The microcontroller uses FPGA onboard RAM blocks to emulate RAM and program ROM. There is no support for external RAM. Programs are compiled with the GNU C compiler for RISC-V and the resulting executable is transformed to a VHDL synthesizable ROM table.

• ROM: a ROM of 64 kB is available (placed in onboard RAM, may be extended).
• BOOT: a bootloader ROM of 4 kB (placed in onboard RAM).
• RAM: a RAM of 32 kB using onboard RAM block available (may be extended).
• I/O: a simple 32-bit input and 32-bit output is available, as is a simple 7/8/9-bit UART with interrupt capabilities. Two SPI devices are available, with one device used for SD card socket (no interrupt) and a general purpose SPI device with hardware NSS. One I2C device is available. A simple timer with interrupt is provided. A more elaborate timer is included and can generate waveforms (Output Compare and PWM). The External (system) Timer is located in the I/O so it's memory mapped.

ROM starts at 0x00000000, BOOT (if available) starts at 0x10000000, RAM starts at 0x20000000, I/O starts at 0xF0000000. May be changed on 256 MB (top 4 bits) sections.

The microcontroller does not support caches and external memory.
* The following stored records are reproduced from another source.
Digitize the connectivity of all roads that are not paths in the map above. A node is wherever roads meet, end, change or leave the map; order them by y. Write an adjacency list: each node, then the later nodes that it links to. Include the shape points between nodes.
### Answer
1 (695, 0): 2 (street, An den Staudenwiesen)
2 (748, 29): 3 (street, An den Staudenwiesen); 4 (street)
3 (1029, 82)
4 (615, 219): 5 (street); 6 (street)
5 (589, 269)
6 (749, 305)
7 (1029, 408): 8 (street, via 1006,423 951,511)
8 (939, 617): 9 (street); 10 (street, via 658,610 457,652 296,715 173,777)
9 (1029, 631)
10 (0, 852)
A number CSR registers are implemented: [m]time, [m]timeh, [m]cycle, [m]cycleh, [m]instret, [m]instreth, mvendorid, marchid, mimpid, mhartid, mstatus, mstatush, misa, mie, mtvec, mscratch, mepc, mcause, mip, mcountinhibit. Some of these CSRs are hardwired. Others will be implemented when needed. The time and timeh CSRs produces the time since reset in microseconds, shadowed from the External Timer memory mapped registers. Also two custom CSRs are implemented: mxhw which holds information of included peripherals and mxspeed which contains the synthesized clock speed.

The microcontroller is developed on a Cyclone V FPGA (5CEBA4F23C7) with the use of the DE0-CV board by Terasic and Intel Quartus Prime Lite 22.0. Simulation is possible with QuestaSim Intel Starter Edition. You need a (free) license for that. The processor uses about 2800 ALM (cells) of 18480, depending on the settings. In the default settings, ROM, BOOT, RAM and registers uses 43% of the available RAM blocks.
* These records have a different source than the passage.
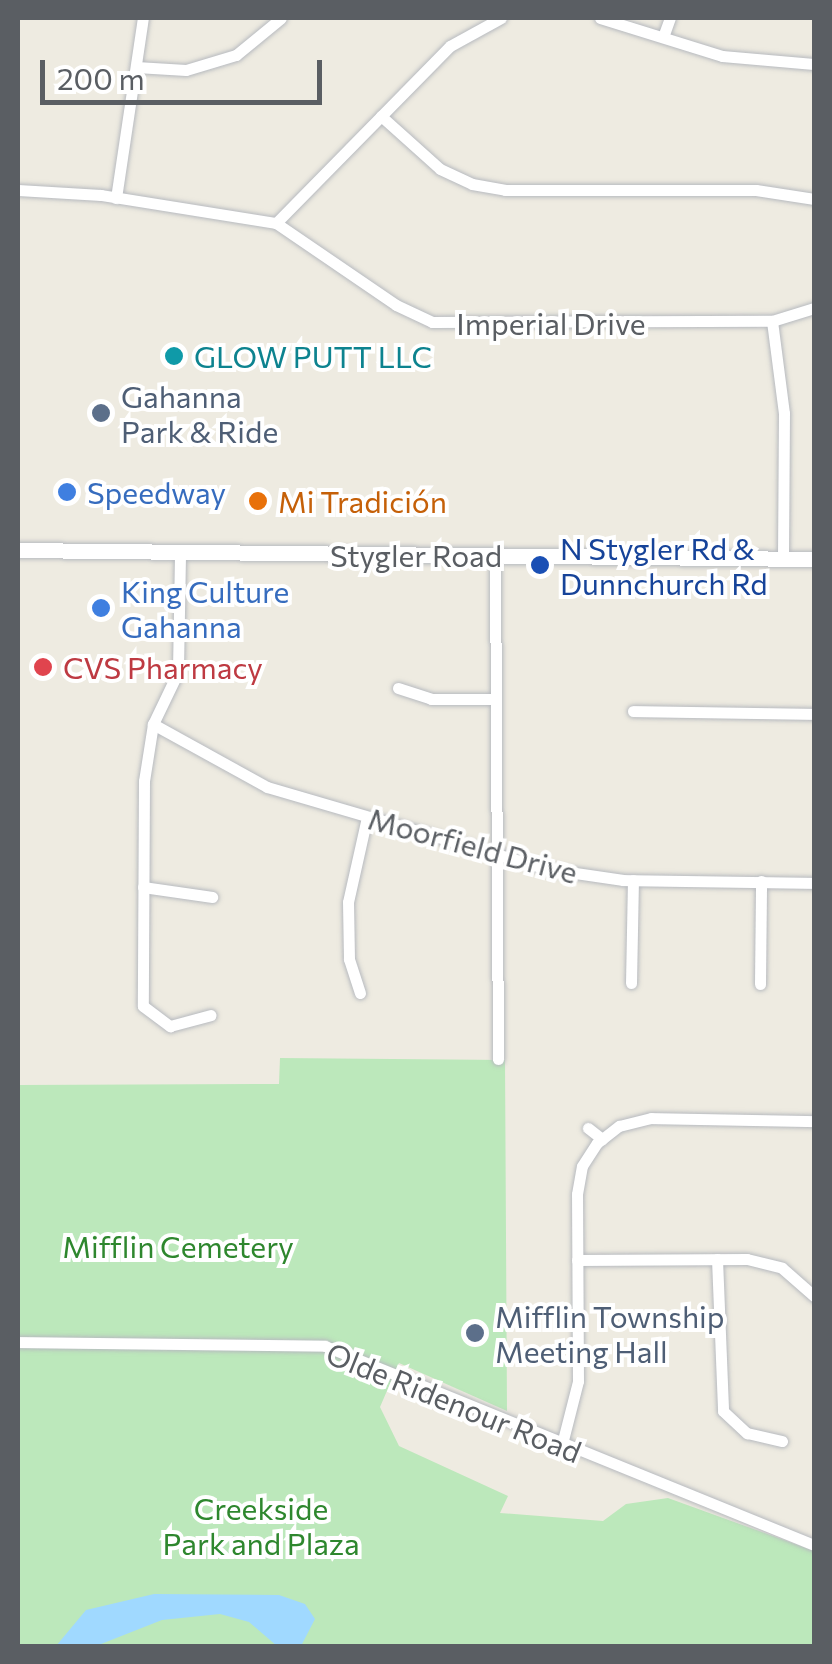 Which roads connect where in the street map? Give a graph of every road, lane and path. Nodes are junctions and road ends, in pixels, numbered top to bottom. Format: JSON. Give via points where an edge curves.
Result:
{"nodes":[{"id":1,"x":143,"y":18,"type":"edge"},
{"id":2,"x":281,"y":18,"type":"edge"},
{"id":3,"x":501,"y":18,"type":"edge"},
{"id":4,"x":600,"y":18,"type":"edge"},
{"id":5,"x":670,"y":18,"type":"edge"},
{"id":6,"x":664,"y":37,"type":"junction"},
{"id":7,"x":814,"y":64,"type":"edge"},
{"id":8,"x":136,"y":67,"type":"junction"},
{"id":9,"x":381,"y":116,"type":"junction"},
{"id":10,"x":18,"y":190,"type":"edge"},
{"id":11,"x":116,"y":198,"type":"junction"},
{"id":12,"x":814,"y":199,"type":"edge"},
{"id":13,"x":276,"y":223,"type":"junction"},
{"id":14,"x":814,"y":308,"type":"edge"},
{"id":15,"x":772,"y":321,"type":"junction"},
{"id":16,"x":18,"y":550,"type":"edge"},
{"id":17,"x":180,"y":555,"type":"junction"},
{"id":18,"x":496,"y":555,"type":"junction"},
{"id":19,"x":783,"y":558,"type":"junction"},
{"id":20,"x":814,"y":559,"type":"edge"},
{"id":21,"x":398,"y":688,"type":"dead end"},
{"id":22,"x":496,"y":699,"type":"junction"},
{"id":23,"x":633,"y":711,"type":"dead end"},
{"id":24,"x":814,"y":714,"type":"edge"},
{"id":25,"x":153,"y":724,"type":"junction"},
{"id":26,"x":368,"y":817,"type":"junction"},
{"id":27,"x":497,"y":855,"type":"junction"},
{"id":28,"x":633,"y":880,"type":"junction"},
{"id":29,"x":761,"y":881,"type":"junction"},
{"id":30,"x":814,"y":883,"type":"edge"},
{"id":31,"x":143,"y":887,"type":"junction"},
{"id":32,"x":212,"y":898,"type":"dead end"},
{"id":33,"x":631,"y":983,"type":"dead end"},
{"id":34,"x":760,"y":984,"type":"dead end"},
{"id":35,"x":360,"y":993,"type":"dead end"},
{"id":36,"x":212,"y":1015,"type":"dead end"},
{"id":37,"x":498,"y":1059,"type":"dead end"},
{"id":38,"x":814,"y":1121,"type":"edge"},
{"id":39,"x":588,"y":1128,"type":"dead end"},
{"id":40,"x":602,"y":1139,"type":"junction"},
{"id":41,"x":717,"y":1259,"type":"junction"},
{"id":42,"x":577,"y":1260,"type":"junction"},
{"id":43,"x":814,"y":1296,"type":"edge"},
{"id":44,"x":18,"y":1342,"type":"edge"},
{"id":45,"x":782,"y":1441,"type":"dead end"},
{"id":46,"x":562,"y":1444,"type":"junction"},
{"id":47,"x":814,"y":1545,"type":"edge"}],
"edges":[{"from":1,"to":8,"type":"street"},
{"from":2,"to":8,"type":"street","via":[[236,55],[186,70]]},
{"from":3,"to":9,"type":"street","via":[[450,46]]},
{"from":4,"to":6,"type":"street"},
{"from":5,"to":6,"type":"street"},
{"from":6,"to":7,"type":"street","via":[[722,56]]},
{"from":8,"to":11,"type":"street"},
{"from":9,"to":12,"type":"street","via":[[440,169],[472,184],[505,190],[756,190]]},
{"from":9,"to":13,"type":"street"},
{"from":10,"to":11,"type":"street","name":"Imperial Drive"},
{"from":11,"to":13,"type":"street","name":"Imperial Drive"},
{"from":13,"to":15,"type":"street","name":"Imperial Drive","via":[[432,322]]},
{"from":14,"to":15,"type":"street","name":"Imperial Drive"},
{"from":15,"to":19,"type":"street","via":[[784,413]]},
{"from":16,"to":17,"type":"main road","name":"Stygler Road"},
{"from":17,"to":18,"type":"main road","name":"Stygler Road"},
{"from":17,"to":25,"type":"street","via":[[178,672]]},
{"from":18,"to":19,"type":"main road","name":"Stygler Road"},
{"from":18,"to":22,"type":"street"},
{"from":19,"to":20,"type":"main road","name":"Stygler Road"},
{"from":21,"to":22,"type":"street","via":[[432,699]]},
{"from":22,"to":27,"type":"street"},
{"from":23,"to":24,"type":"street"},
{"from":25,"to":26,"type":"street","name":"Moorfield Drive","via":[[268,787]]},
{"from":25,"to":31,"type":"street","via":[[144,781]]},
{"from":26,"to":27,"type":"street","name":"Moorfield Drive"},
{"from":26,"to":35,"type":"street","via":[[348,902],[348,959]]},
{"from":27,"to":28,"type":"street","name":"Moorfield Drive"},
{"from":27,"to":37,"type":"street"},
{"from":28,"to":29,"type":"street","name":"Moorfield Drive"},
{"from":28,"to":33,"type":"street"},
{"from":29,"to":30,"type":"street","name":"Moorfield Drive"},
{"from":29,"to":34,"type":"street"},
{"from":31,"to":32,"type":"street"},
{"from":31,"to":36,"type":"street","via":[[144,1006],[170,1026]]},
{"from":38,"to":40,"type":"street","via":[[651,1118],[619,1126]]},
{"from":39,"to":40,"type":"street"},
{"from":40,"to":42,"type":"street","via":[[582,1166]]},
{"from":41,"to":42,"type":"street"},
{"from":41,"to":43,"type":"street","via":[[777,1266]]},
{"from":41,"to":45,"type":"street","via":[[723,1411],[746,1433]]},
{"from":42,"to":46,"type":"street","via":[[578,1381]]},
{"from":44,"to":46,"type":"street","name":"Olde Ridenour Road","via":[[325,1346]]},
{"from":46,"to":47,"type":"street","name":"Olde Ridenour Road"}]}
A number of C programs have been tested, created by the GNU C/C++ Compiler for RISC-V. We tested the use of (software) floating point operations (both float and double) and tested the mathematical library (sin, cos, et al.). Traps (interrupts and exceptions) are tested and work. Assembler programs can be compiled by the C/C++ compiler. We provide a CRT (C startup) and linker file. C++ is supported but many language concepts (e.g. cout with iostream) create a binary that is too big to fit in the ROM.

We provide a basic set of systems call, trapped (ECALL) and non-trapped (functions overriding the C library functions). Trapped system calls are by default set up by the RISC-V C/C++ compiler, so no extra handling is needed.

By default, the design is equipped with a bootloader. When resetting the FPGA, the bootloader waits about 5 seconds before the program in the ROM is started. Using the bootloader, a program can written to the ROM (see the documentation). The bootloader can also be used to inspect the memory contents.

• We are not planning the C standard.
• Implement clock stretching and arbitration in the I2C1 peripheral.
• Adding input synchronization for SPI1/SPI2 peripherals.
• Implement an I/O input/output multiplexer for GPIOA PIN and POUT. This will enable I/O functions to be multiplexed with normal port I/O.
• Smaller (in cells) divide unit.
• Test more functions of the standard and mathematical libraries.
• It is not possible to print long long (i.e. 64-bit) using printf et al. When using the format specifier %lld, printf just prints ld. This due to lack of support in the nano library.
• Further optimize the ALU for size and speed.
• The time (TIMEH:TIME) registers are currently read only, but should be writable. We are considering this as an option.
• Move CSR and LIC into the core.
• Port of the processor to a Digilent Arty-S7/50 is in progress.
• In the current version, mepc must be incremented by 4 in software to skip the instruction at the offending exception. This is in line with most designs.
• To start the pre-programmed bootloader, make sure the UART1 RxD pin is connected to a serial device OR make sure this pin is pulled high.

This microcontroller is for educational purposes only. Work in progress. Things might change. Use with care.